Ocr.Vellum.Cli 0.2.6

.NET 9.0

dotnet tool install --global Ocr.Vellum.Cli --version 0.2.6

This package contains a .NET tool you can call from the shell/command line.

dotnet new tool-manifest
                    

                            if you are setting up this repo

dotnet tool install --local Ocr.Vellum.Cli --version 0.2.6

This package contains a .NET tool you can call from the shell/command line.

#tool dotnet:?package=Ocr.Vellum.Cli&version=0.2.6

The NuGet Team does not provide support for this client. Please contact its maintainers for support.

nuke :add-package Ocr.Vellum.Cli --version 0.2.6

The NuGet Team does not provide support for this client. Please contact its maintainers for support.

Vellum

Chrome screen-ai OCR for .NET 9. Loads Google Chrome's built-in OCR engine (chrome_screen_ai.dll / libchromescreenai.so) directly from managed code and extracts text from PDFs and images — no browser window, no Tesseract, no cloud API.

A .NET port of sergiocorreia/clv-locro. NuGet: Ocr.Vellum (library) and Ocr.Vellum.Cli (global tool).

Note — the native Chrome OCR library is not redistributed. You need either a local Chrome install (the wrapper finds it automatically) or a one-time vellum download copy step. See Screen AI binaries below.

Features

Fast, local OCR via the same on-device engine Chrome ships for accessibility.
PDF and image input — .pdf, .jpg, .jpeg, .png, .webp, .bmp, .tiff, .tif, .gif.
Structured results — pages → blocks → lines → words, each with bounding box and confidence.
Searchable PDF output — overlay an invisible text layer on the original pages.
Interactive HTML report — single self-contained file with hoverable word boxes and a synchronised sidebar (AWS Textract-style viewer).
ASP.NET Core ready — services.AddVellumOcr() with lazy initialisation; your app starts even before the binaries are installed.
Cross-platform — win-x64 and linux-x64.

Install

Library

dotnet add package Ocr.Vellum

The namespace is Vellum — using Vellum; — the Ocr. prefix is just the NuGet package id (the plain Vellum id was already taken).

CLI (global tool)

dotnet tool install -g Ocr.Vellum.Cli

Exposes a vellum command with three subcommands: ocr, download, export.

Screen AI binaries — one-time setup

The Chrome OCR library (~33 MB DLL plus ~100–250 MB of TFLite models) is licensed to ship only with Chrome. Vellum does not redistribute it. Pick one of:

Option	Setup
A. Use Chrome in place	Install Chrome, open `chrome://components`, trigger Screen AI download. Vellum finds it.
B. Copy out of Chrome	`vellum download` — copies into `%LOCALAPPDATA%\vellum\<version>\` (Windows) or `~/.local/share/vellum/<version>/` (Linux).
C. Ship a portable zip	On a machine with the component installed, run `vellum export -o bundle.zip`. On target machines, drop it at `~/Dropbox/bin/screen-ai-{windows,linux}.zip` or pass `--zip`.

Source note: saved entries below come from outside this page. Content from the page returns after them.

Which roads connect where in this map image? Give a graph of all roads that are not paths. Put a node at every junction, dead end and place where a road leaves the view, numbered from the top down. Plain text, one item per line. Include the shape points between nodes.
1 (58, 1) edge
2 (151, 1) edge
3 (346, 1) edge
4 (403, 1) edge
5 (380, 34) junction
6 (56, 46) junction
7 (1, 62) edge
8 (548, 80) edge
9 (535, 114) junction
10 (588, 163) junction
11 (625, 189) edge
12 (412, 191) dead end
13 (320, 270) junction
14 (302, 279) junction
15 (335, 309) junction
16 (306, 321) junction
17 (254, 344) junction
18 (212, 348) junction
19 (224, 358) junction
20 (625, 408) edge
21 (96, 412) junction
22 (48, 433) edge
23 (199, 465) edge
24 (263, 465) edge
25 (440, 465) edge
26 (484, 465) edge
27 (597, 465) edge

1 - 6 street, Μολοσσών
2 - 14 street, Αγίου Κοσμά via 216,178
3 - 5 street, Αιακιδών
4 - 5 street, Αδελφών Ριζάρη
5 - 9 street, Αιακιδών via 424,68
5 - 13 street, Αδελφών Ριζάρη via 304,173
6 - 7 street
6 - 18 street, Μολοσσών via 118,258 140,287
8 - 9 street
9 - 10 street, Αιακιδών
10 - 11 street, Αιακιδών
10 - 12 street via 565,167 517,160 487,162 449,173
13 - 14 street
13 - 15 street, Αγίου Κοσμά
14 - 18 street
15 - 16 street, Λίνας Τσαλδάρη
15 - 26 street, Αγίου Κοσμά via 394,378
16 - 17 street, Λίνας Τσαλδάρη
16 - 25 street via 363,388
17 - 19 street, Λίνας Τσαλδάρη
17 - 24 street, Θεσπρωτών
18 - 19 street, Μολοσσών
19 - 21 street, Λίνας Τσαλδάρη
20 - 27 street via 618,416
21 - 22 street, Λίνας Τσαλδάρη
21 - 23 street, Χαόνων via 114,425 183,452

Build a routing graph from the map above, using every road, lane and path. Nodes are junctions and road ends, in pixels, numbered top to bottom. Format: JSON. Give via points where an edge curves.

Discovery order used at first OCR call: Chrome → Vellum cache → Dropbox zip → Omaha server (currently restricted to Chrome).

Quick start

Library

using Vellum;

using var ai = new ScreenAI();               // auto-discovers the component
var result = ai.Ocr("invoice.pdf");

Console.WriteLine(result.ToText());           // plain text, pages joined by \f
File.WriteAllText("invoice.json", result.ToJson());

CLI

vellum ocr document.pdf                    # writes document_ocr.txt + document_ocr.json
vellum ocr photo.jpg --text                # pipe-friendly text to stdout
vellum ocr big.pdf -p 1-5,10                # specific pages
vellum ocr scan.png --light                 # smaller/faster model
vellum ocr doc.pdf -s doc_searchable.pdf    # invisible text overlay
vellum ocr doc.pdf --html doc.html          # interactive HTML report

Full page-spec grammar: 1, 1-10, 1,3,5, 1-5,10-12 — ranges and single pages, comma-separated.

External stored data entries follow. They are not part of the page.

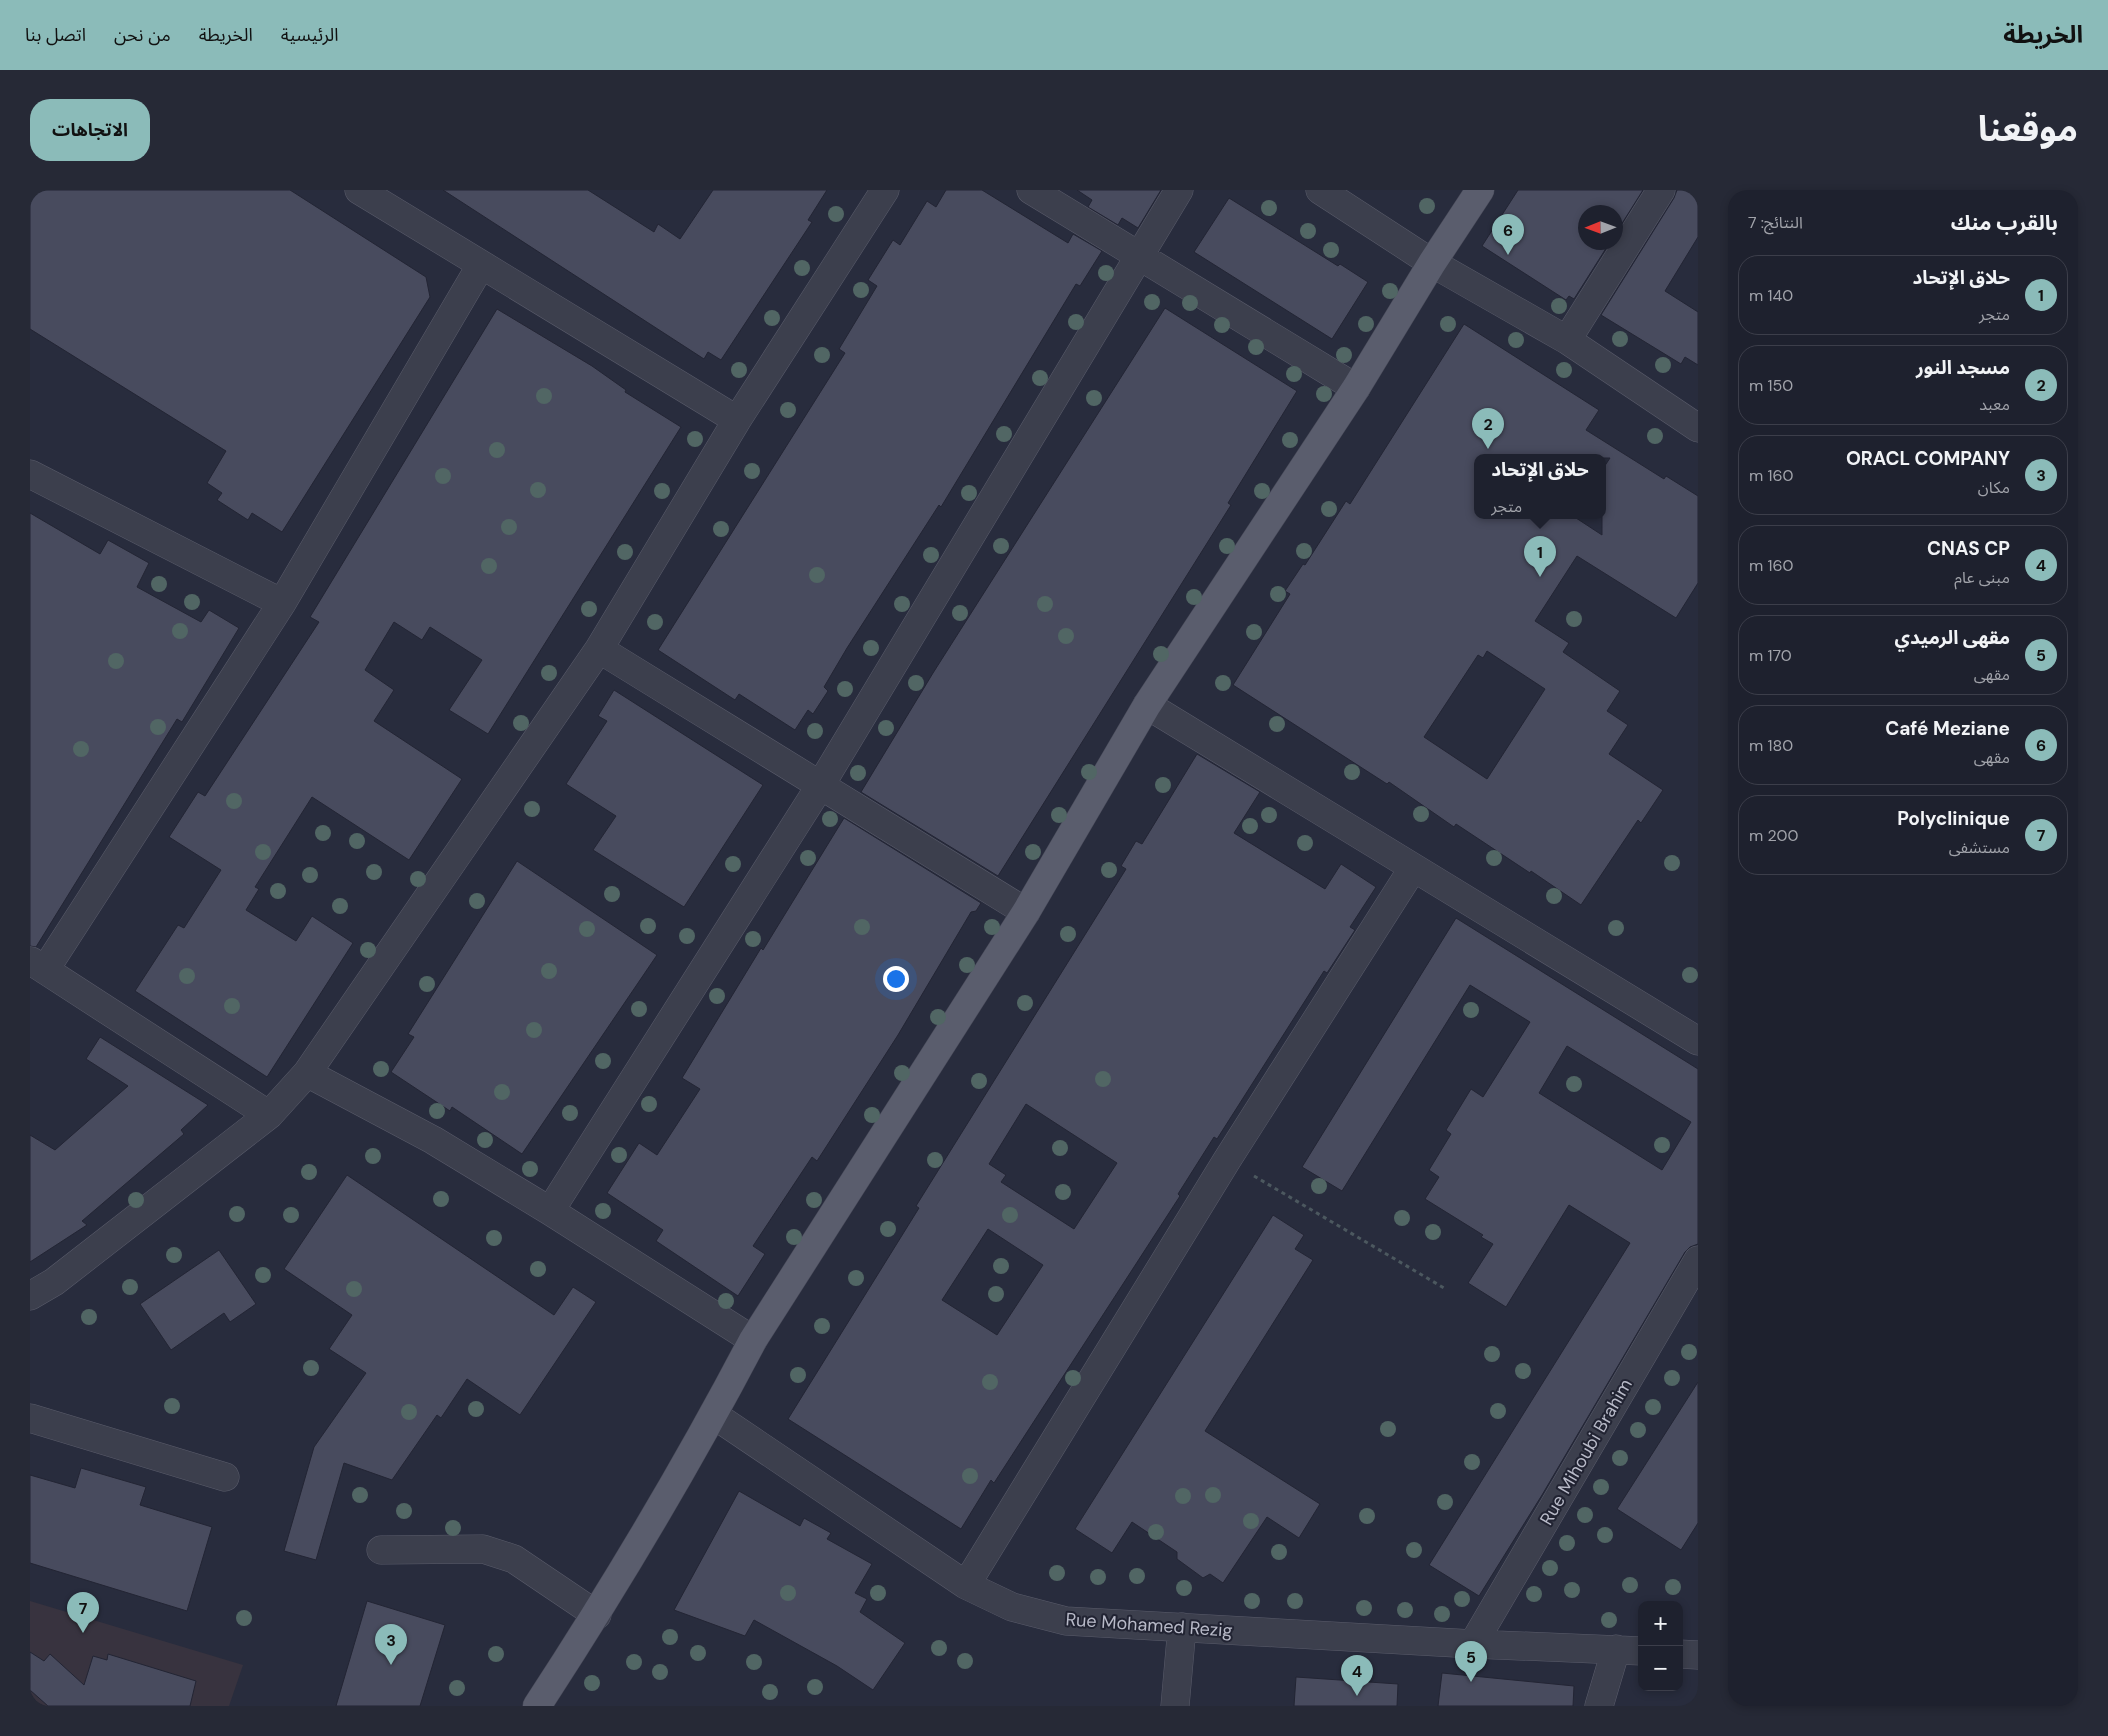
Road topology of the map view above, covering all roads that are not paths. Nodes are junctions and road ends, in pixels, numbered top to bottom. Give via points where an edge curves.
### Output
1 (359, 190) edge
2 (885, 190) edge
3 (1031, 190) edge
4 (1179, 190) edge
5 (1320, 190) edge
6 (1480, 190) edge
7 (1661, 190) edge
8 (1139, 255) junction
9 (1432, 263) junction
10 (480, 265) junction
11 (1566, 340) junction
12 (1356, 388) junction
13 (737, 420) junction
14 (1698, 428) edge
15 (30, 474) edge
16 (282, 603) junction
17 (599, 649) junction
18 (1148, 705) junction
19 (820, 786) junction
20 (1413, 868) junction
21 (1026, 912) junction
22 (38, 965) edge
23 (1698, 1041) edge
24 (306, 1073) junction
25 (269, 1114) junction
26 (550, 1212) junction
27 (1698, 1260) edge
28 (30, 1296) edge
29 (753, 1340) junction
30 (714, 1415) junction
31 (30, 1418) edge
32 (225, 1477) dead end
33 (381, 1550) dead end
34 (966, 1585) junction
35 (597, 1615) junction
36 (1182, 1628) junction
37 (1473, 1644) junction
38 (1629, 1650) edge
39 (1683, 1654) edge
40 (1698, 1655) edge
41 (537, 1706) edge
42 (1175, 1706) edge
43 (1598, 1706) edge

1 - 10 street
2 - 13 street
3 - 8 street
4 - 8 street
5 - 9 street
6 - 9 main road
7 - 11 street
8 - 12 street
8 - 19 street
9 - 11 street
9 - 12 main road
10 - 13 street
10 - 16 street
11 - 14 street
12 - 18 main road
13 - 17 street
15 - 16 street
16 - 22 street
17 - 19 street
17 - 24 street
18 - 20 street
18 - 21 main road
19 - 21 street
19 - 26 street
20 - 23 street
20 - 34 street via 1227,1160
21 - 29 main road
22 - 25 street
24 - 25 street
24 - 26 street via 433,1140
25 - 28 street via 54,1282
26 - 29 street
27 - 37 street, Rue Mihoubi Brahim
29 - 30 main road
30 - 34 street, Rue Mohamed Rezig
30 - 35 main road
31 - 32 street
33 - 35 street via 483,1549 514,1559
34 - 36 street, Rue Mohamed Rezig via 1012,1607 1066,1621
35 - 41 main road
36 - 37 street, Rue Mohamed Rezig
36 - 42 street
37 - 38 street, Rue Mohamed Rezig
38 - 43 street
39 - 40 street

ASP.NET Core / generic host

AddVellumOcr registers an IOcrEngine singleton. Startup succeeds even when the native binaries aren't installed yet — the DLL is only loaded on the first OCR call, which makes it safe to wire up and deploy to machines that will pick up Chrome / the model cache later.

using Vellum;

builder.Services.AddVellumOcr(options =>
{
    options.LightMode       = false;   // true = smaller, faster model
    options.AutoDownload    = true;    // copy from Chrome on first use if missing
    options.SerializeCalls  = true;    // (default) lock around PerformOCR for thread safety
    // options.ModelDir     = "/opt/screen_ai/140.20";   // pin explicitly if you want
});

Inject and use anywhere:

app.MapPost("/ocr", async (IOcrEngine ocr, IFormFile file, CancellationToken ct) =>
{
    await ocr.EnsureReadyAsync(ct);            // optional warm-up

    var tmp = Path.GetTempFileName();
    await using (var fs = File.Create(tmp))
        await file.CopyToAsync(fs, ct);

    try
    {
        // OcrAsync awaits the serialisation semaphore non-blockingly and
        // runs the CPU-bound OCR work on the thread pool — the request
        // thread is returned while the native DLL is busy.
        var result = await ocr.OcrAsync(tmp, ct: ct);
        return Results.Text(result.ToText());
    }
    finally { File.Delete(tmp); }
});

IsReady tells you whether the library is loaded; EnsureReadyAsync(ct) is a good fit for a health check or a BackgroundService warm-up.

Output formats

`OcrResult` (model)

OcrResult
└─ Pages: IReadOnlyList<OcrPage>
   └─ OcrPage { PageNumber, Width, Height, Blocks }
      └─ OcrBlock { BlockType, Lines }
         └─ OcrLine { Text, BoundingBox?, Words }
            └─ OcrWord { Text, Confidence?, BoundingBox? }

result.ToText() — plain text; pages separated by \f (form feed).
result.ToJson(indented: true) — structured JSON.

JSON

{
  "pages": [
    {
      "pageNumber": 1,
      "width": 1377,
      "height": 2048,
      "blocks": [
        {
          "blockType": "paragraph",
          "lines": [
            {
              "text": "Hello world",
              "boundingBox": { "x": 50, "y": 100, "width": 300, "height": 30 },
              "words": [
                { "text": "Hello", "confidence": 0.98, "boundingBox": { "x": 50, "y": 100, "width": 120, "height": 30 } }
              ]
            }
          ]
        }
      ]
    }
  ]
}

Coordinates are in pixels of the image actually OCR'd (which may have been downscaled to fit the library's 2048 px maximum).

HTML report

vellum ocr file --html out.html produces a single self-contained HTML file:

Original page image on the left (inlined as base64 PNG).
Transparent SVG rectangles over every word; hovering highlights the matching sidebar entry and scrolls it into view.
Sidebar on the right with blocks → lines → words; hovering in either direction highlights the other.
Top-bar filter input that dims non-matching words everywhere.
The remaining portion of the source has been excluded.